En l’espèce, la partie requérante justifie pleinement de l’intérêt requis pour obtenir la communication des documents à caractère personnel visés dans la demande, dès lors que ces documents la concernent directement et personnellement.
Examen du recours
9. Dans sa réponse du 30 octobre 2020, la partie adverse avance les exceptions relatives à la vie privée et à une obligation de secret prévues à l’article 6, §2, 1°, du décret du 30 mars 1995.
10. L’article 6, §2, 1°, précité dispose comme suit :
« §2. L'entité ou l’autorité administrative non régionale rejette la demande de consultation, d'explication ou de communication sous forme de copie d'un document administratif, qui lui est adressée en application du présent décret, si la publication du document porte atteinte :
1° à la vie privée, sauf les exceptions prévues par la loi […] ».
Concernant cette exception, la Commission rappelle à cet égard que les données à caractère personnel, notamment au sens du droit européen[3], sont les informations relatives à une personne physique identifiée ou identifiable, et notamment les informations spécifiques propres à l’identité physique, physiologique, génétique, psychique, économique, culturelle ou sociale de la personne concernée.
La Commission rappelle également que toutes les données à caractère personnel au sens du droit européen ne relèvent pas de la vie privée au sens l’article 6, §2, 1° décret du 30 mars 1995 relatif à la publicité de l’Administration, et qu’en l’espèce, les données à caractère personnel présentes dans les différents documents relèvent de la sphère strictement professionnelle. La Commission ne distingue dès lors pas d’atteinte à la vie privée des personnes mentionnées.
11. Concernant l’exception relative à une obligation de secret, la partie adverse invoque le secret médical sans autre explication. La Commission constate qu’aucun document sollicité ne concerne des patients ou ne permet de les identifier. Si cependant, il devait y avoir, dans un des documents sollicités, des passages concernant des patients dont l’identité pourrait être déduite, il y aura lieu d’occulter ces passages.

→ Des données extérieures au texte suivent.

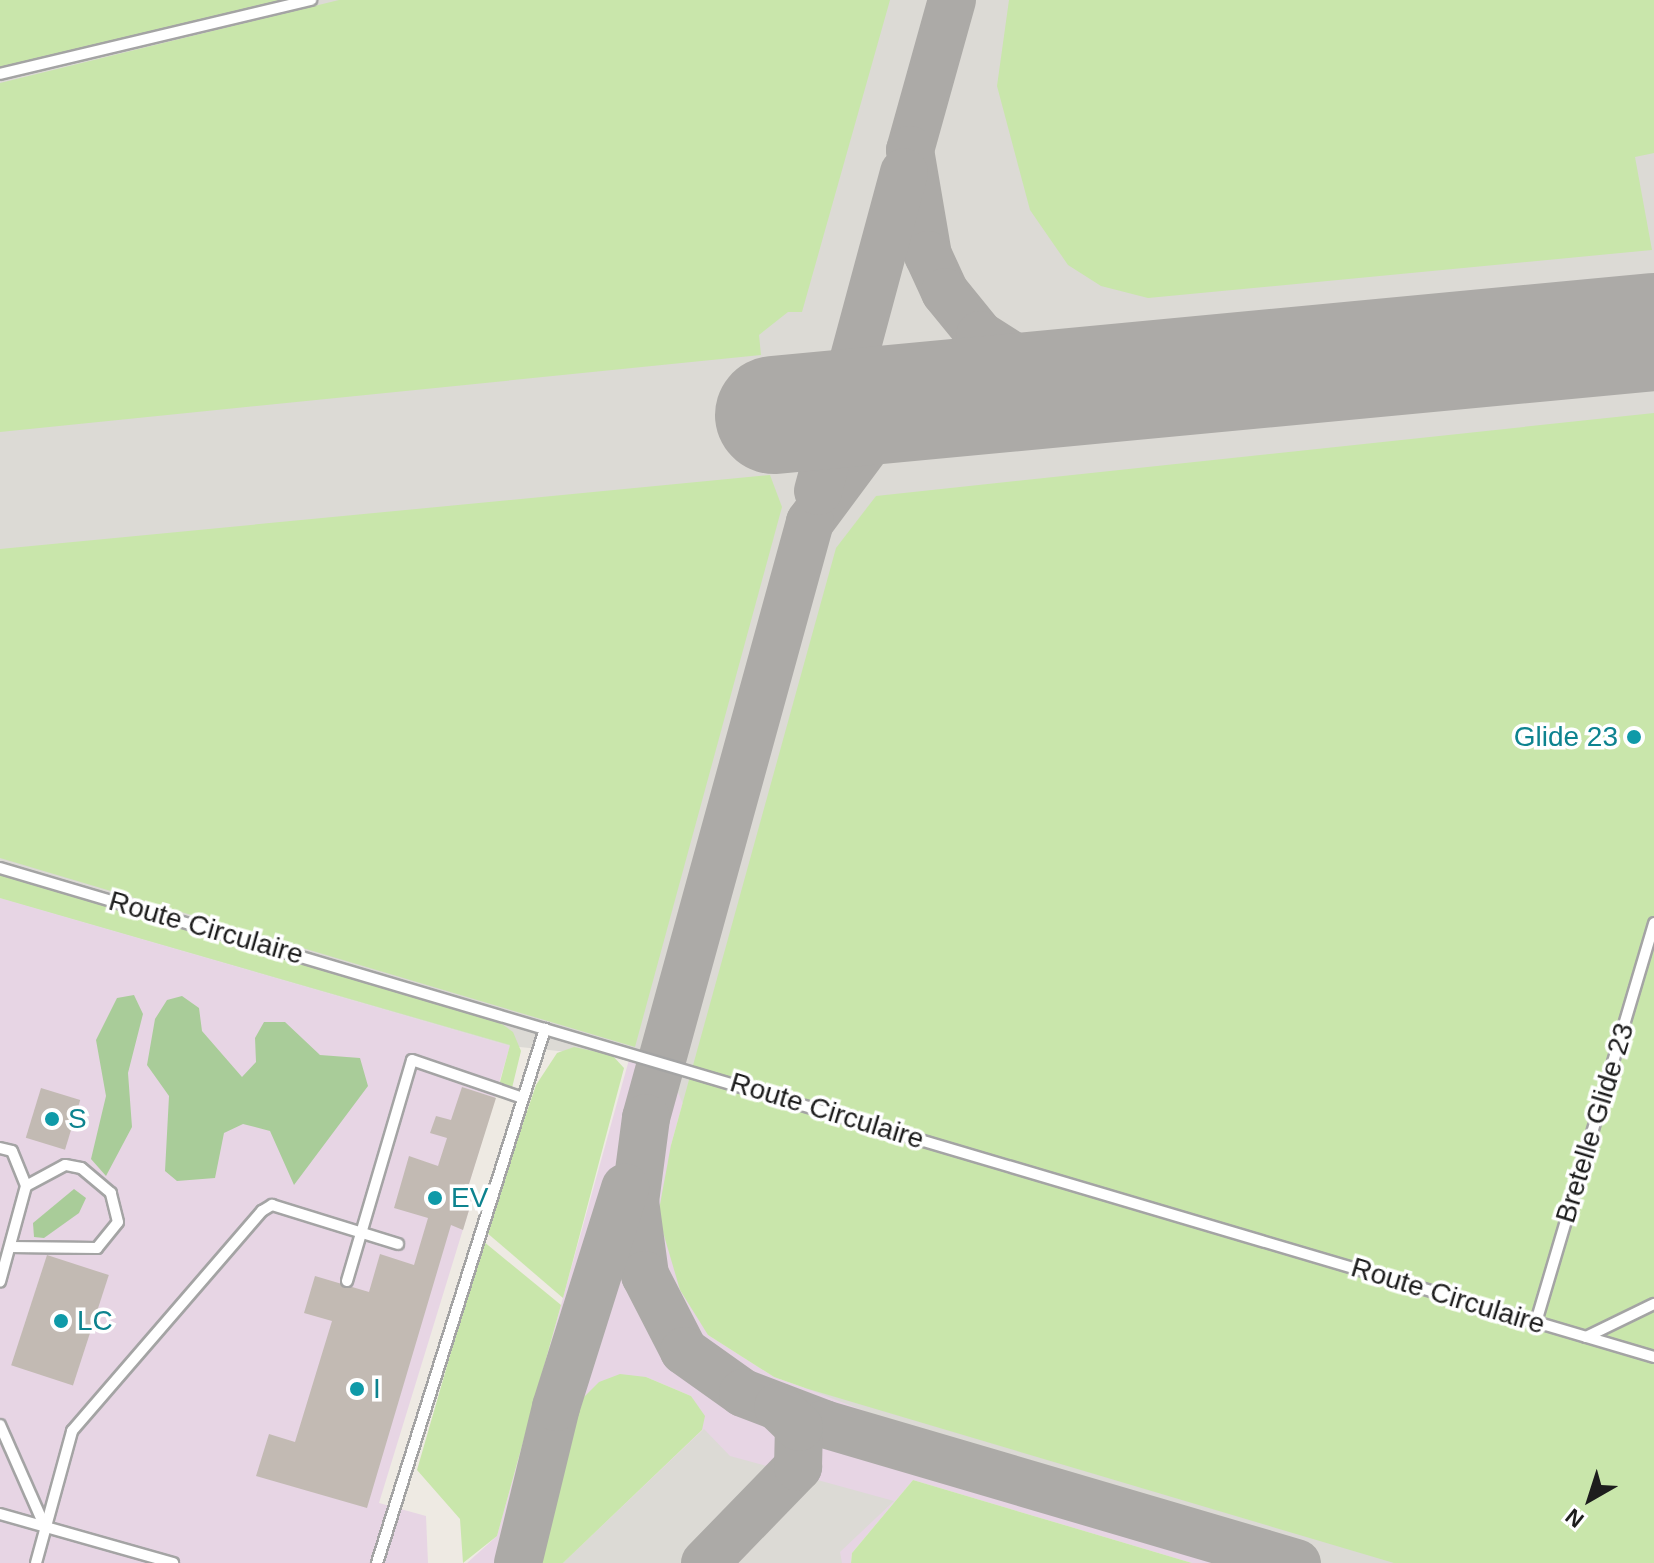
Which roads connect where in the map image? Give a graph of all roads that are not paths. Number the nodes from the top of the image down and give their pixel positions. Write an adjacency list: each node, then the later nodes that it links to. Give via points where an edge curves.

L’exception, telle qu’invoquée, n’est pas applicable.
12. Par ailleurs, l’article L1561-6, alinéa 1er, 3°, du CDLD, non invoqué par la partie adverse en l’espèce, permet de rejeter une demande d’accès à un document administratif qui concerne « un avis ou une opinion communiquée librement ou à titre confidentiel ».

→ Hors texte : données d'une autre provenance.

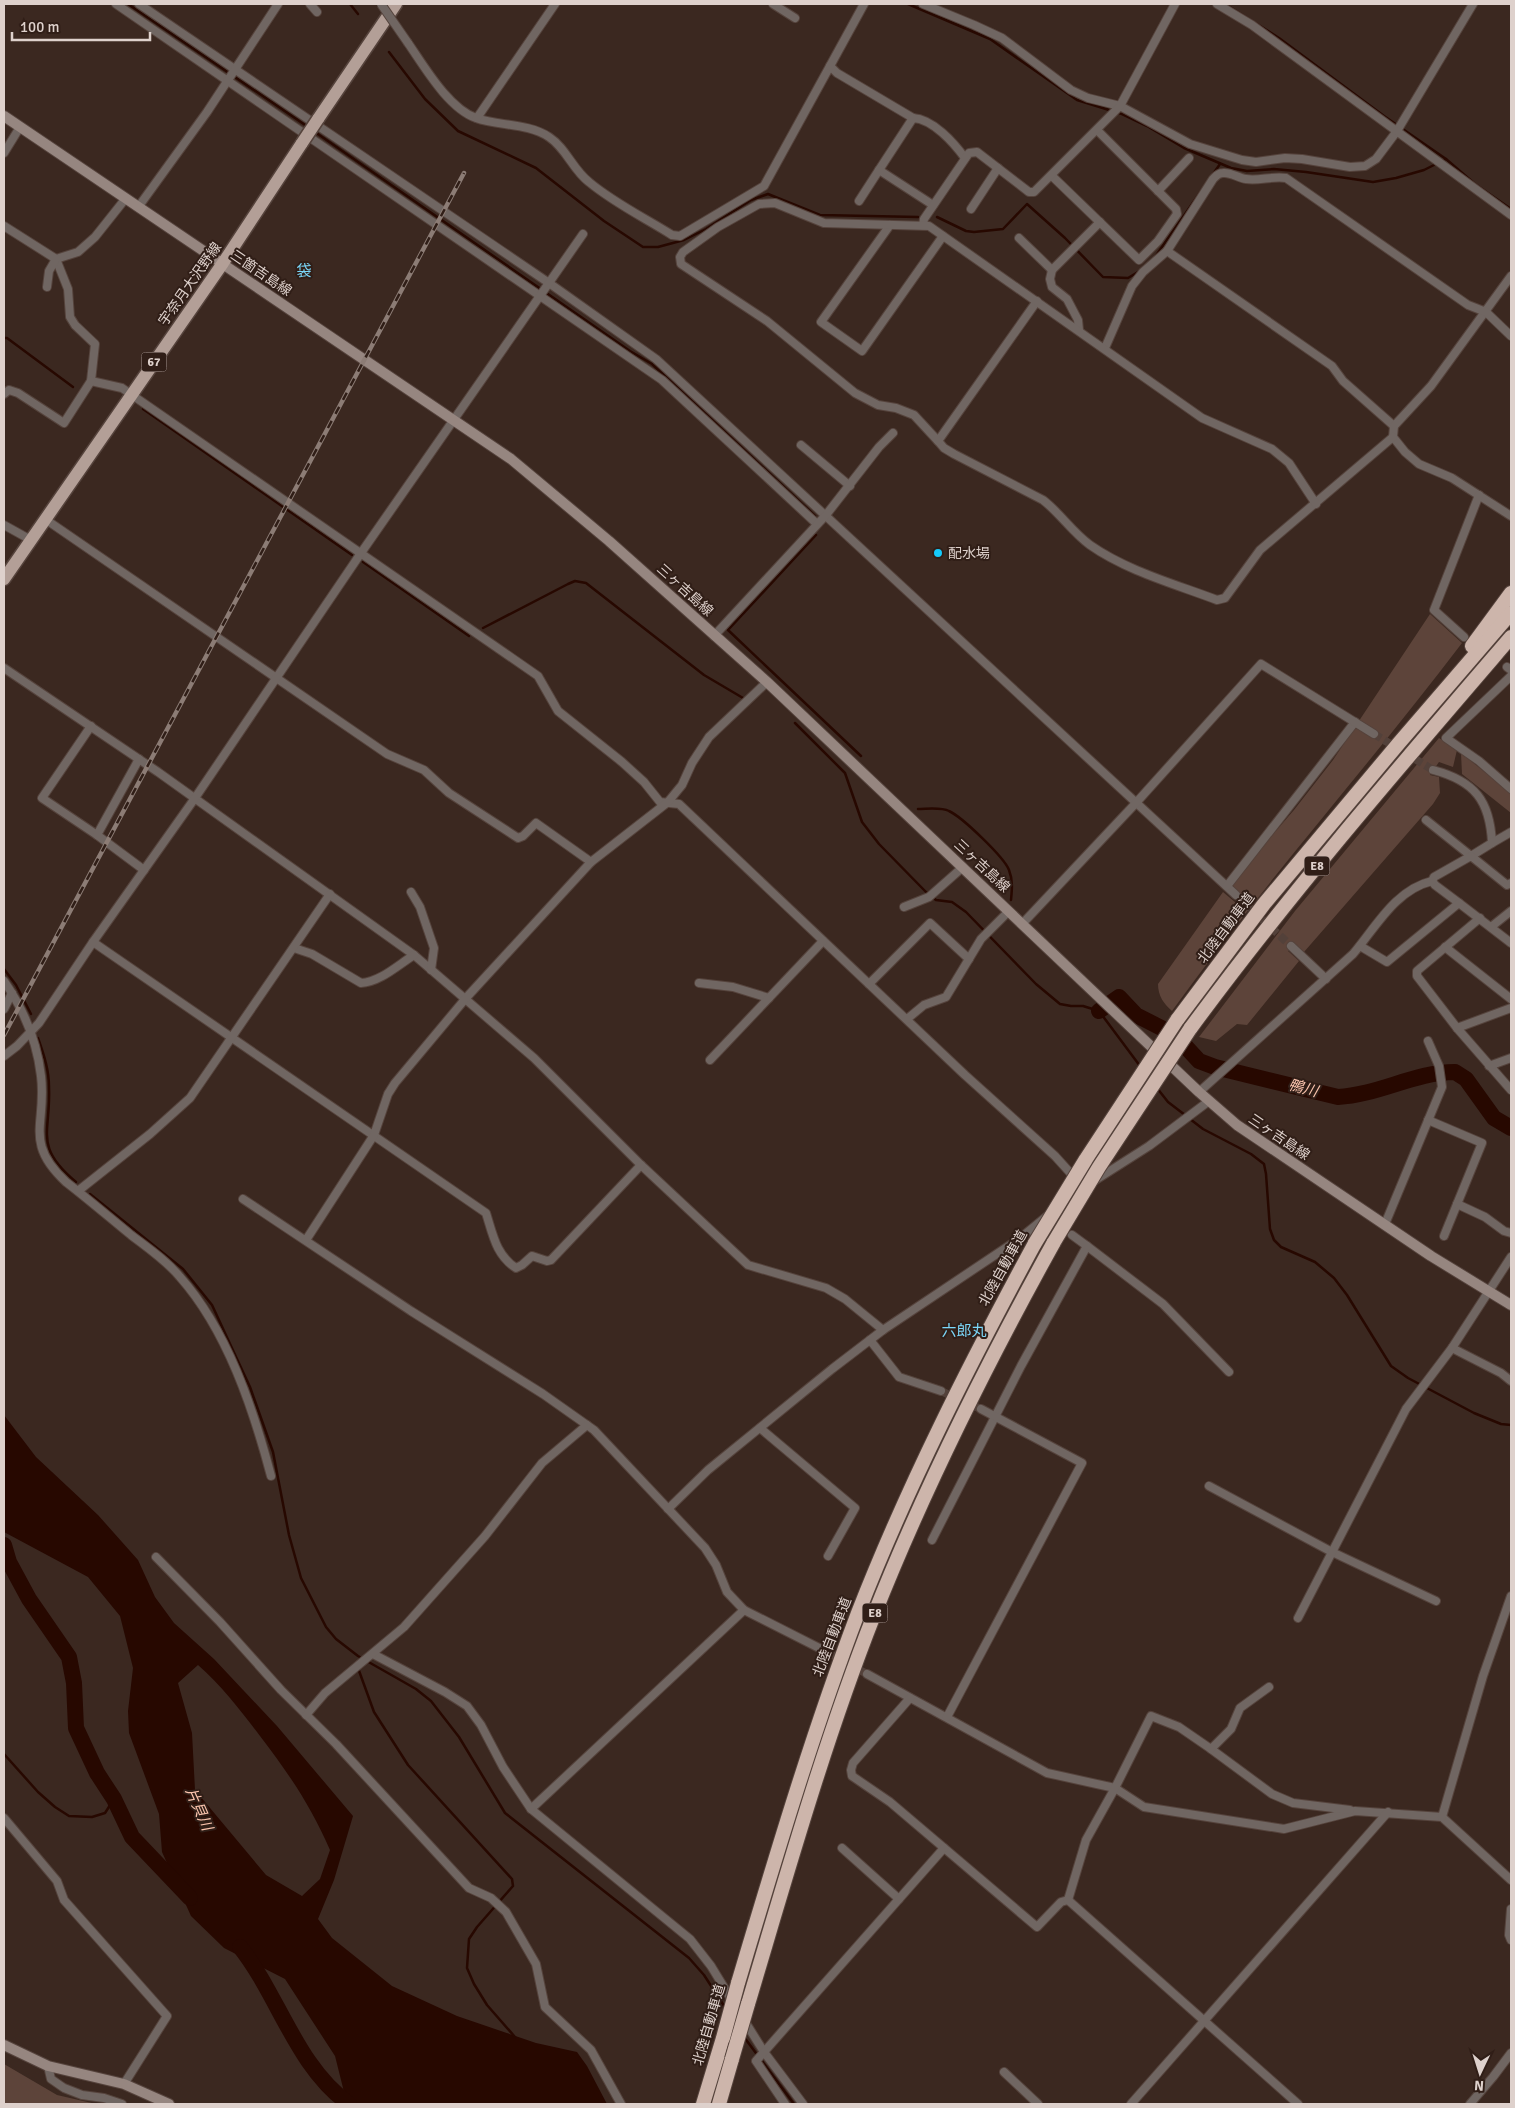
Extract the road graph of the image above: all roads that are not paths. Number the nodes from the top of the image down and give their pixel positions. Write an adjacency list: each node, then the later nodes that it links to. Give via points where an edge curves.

Dès lors, les documents contenant un avis ou une opinion communiquée librement ou à titre confidentiel - à condition que les auteurs aient déclaré expressément leur volonté de garder leurs propos confidentiels - peuvent ne pas être transmis, si, au terme d’une balance des intérêts en présence que l’autorité doit opérer, l’intérêt de la publicité, lié aux droits de la défense de la requérante, dont le respect est un droit fondamental, ne devait pas primer sur l’intérêt fonctionnel du service à ne pas communiquer ces documents.
13 La partie adverse doit transmettre les documents qui sont communicables à la partie requérante, et ce, vu la situation de crise sanitaire et des éventuelles occultations à réaliser, dans un délai de 30 jours à compter à partir de la notification de la présente décision.
Par ces motifs, la Commission décide :
Le recours est rejeté en ce qui concerne les documents dont la partie adverse ne dispose pas.
Le recours est rejeté en ce qui concerne les documents demandés postérieurement à la demande du 25 septembre 2020.
La partie adverse communique les documents sollicités qui ne font pas l’objet de l’exception développée au point 12 de la décision, et ce dans un délai de 30 jours à compter à partir de la notification de la présente décision.